Чужак же, не свой, таких не жалко. Сам приплелся по дороге и попросился на ночлег. Остался помогать. Работы не чурался никакой, жилье принял с благодарностью, хоть и были то четыре покосившиеся стены да худая крыша на окраине.
Село жило своими порядками. Отказ приносить жертвы перед кривыми столбами, установленными на небольшой площади, стал для пришлого ошибкой. Еще и на девок не смотрел, одну краше другой, что ходили рисоваться под крыльцом его лачуги, от реки прогонял, когда купаться ходил. Знай хмурил свои черные брови, да взгляд его, вызывающий дрожь, устремлялся не на прелестниц, а мимо, сквозь них.
Подозрительный оказался. Селяне начали его побаиваться. Еще и стоны жуткие по ночам стали доноситься из его жилища.
Скрутили его, полубеспамятного, несколько мужиков покрепче в одну из таких ночей, когда невмоготу уже стало трястись, гадая, человек ли воет или призрак взывает к своим. Приволокли к столбам, к одному и примотали. Так крепко, что веревки врезались в тело. Оставили до утра, а, как село проснулось, так и объявили свое решение.
Исполнителем обряда стал староста, что пришлого и спасло: у почтенного просто сил не хватило вытрясти из него душу.
Девки бормотали, шептались, пальцем показывали, а мужи стояли хмуро, настороже, как собрались злого духа ловить, стоит ему только покинуть одержимого.
Мужчина изнемогал под лучами палящего солнца, хрипло кашляя, давясь тошнотой. Просить ничего не просил, доказывать и подавно не стал, понимая, кого сейчас в нем видят. Удивлялся только, как стремительно меняется расположение вчерашних доброжелателей, стоит только шаг сделать не в ногу с ними. Хотел бы почувствовать иное, хоть немного ласки измученному телу, руку на лбу, объятия, что утешат боль.
Что-то мелькнуло, воспоминание. Раннее пренебрежение к подобным порывам, от которого сейчас потянуло все внутри.
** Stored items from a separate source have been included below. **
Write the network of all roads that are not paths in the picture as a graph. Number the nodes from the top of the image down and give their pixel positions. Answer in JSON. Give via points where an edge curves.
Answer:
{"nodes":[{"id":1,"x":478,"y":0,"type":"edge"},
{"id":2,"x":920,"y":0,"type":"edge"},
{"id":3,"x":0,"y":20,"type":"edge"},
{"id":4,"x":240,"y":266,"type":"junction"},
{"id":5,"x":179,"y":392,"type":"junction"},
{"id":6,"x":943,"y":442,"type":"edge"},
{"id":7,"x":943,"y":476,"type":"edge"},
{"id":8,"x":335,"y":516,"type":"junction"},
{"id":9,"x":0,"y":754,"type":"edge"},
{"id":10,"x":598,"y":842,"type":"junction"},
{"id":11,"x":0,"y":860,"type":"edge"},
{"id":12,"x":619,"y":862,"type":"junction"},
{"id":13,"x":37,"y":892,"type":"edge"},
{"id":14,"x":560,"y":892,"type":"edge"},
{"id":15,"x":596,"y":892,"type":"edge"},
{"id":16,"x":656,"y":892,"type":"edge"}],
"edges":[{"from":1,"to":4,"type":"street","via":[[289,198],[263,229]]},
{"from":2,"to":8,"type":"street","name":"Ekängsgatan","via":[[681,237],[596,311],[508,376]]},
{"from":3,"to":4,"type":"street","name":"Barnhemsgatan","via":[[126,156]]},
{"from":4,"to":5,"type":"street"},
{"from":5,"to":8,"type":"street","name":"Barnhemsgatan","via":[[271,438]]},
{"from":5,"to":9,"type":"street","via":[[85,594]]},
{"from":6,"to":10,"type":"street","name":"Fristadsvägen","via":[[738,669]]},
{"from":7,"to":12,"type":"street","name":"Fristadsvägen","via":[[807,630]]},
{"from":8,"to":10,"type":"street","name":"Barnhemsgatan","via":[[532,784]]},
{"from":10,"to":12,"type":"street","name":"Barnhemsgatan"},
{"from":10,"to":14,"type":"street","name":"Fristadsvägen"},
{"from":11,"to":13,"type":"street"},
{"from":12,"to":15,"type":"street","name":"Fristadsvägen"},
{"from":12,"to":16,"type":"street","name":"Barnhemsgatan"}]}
Память вернулась в конце концов, она никогда надолго его не покидала. Тогда только смог дозваться до Алигоса. Обнять его шею, прижаться щекой к мягкой гриве. И, стоило только немного прийти в себя, как конь в очередной раз его сбросил.
* * *
Он видел их постоянно. Не мог бы вспомнить ни единой ночи, когда бы они оставляли его в покое. Повторяющийся горячечный бред, который братья заглушали горьким варевом. Но чтобы получить его, приходилось орать часами в своей крохотной клети. Тогда они появлялись, злые спросонья, скупые на разговоры. Иногда пинали в темноте ведро, разражались тихой бранью. Зажигали свечу и тайком морщились. Развязывать они его не развязывали, потому как ночью вселял опасения в добрые сердца. Но вот напиться давали вволю.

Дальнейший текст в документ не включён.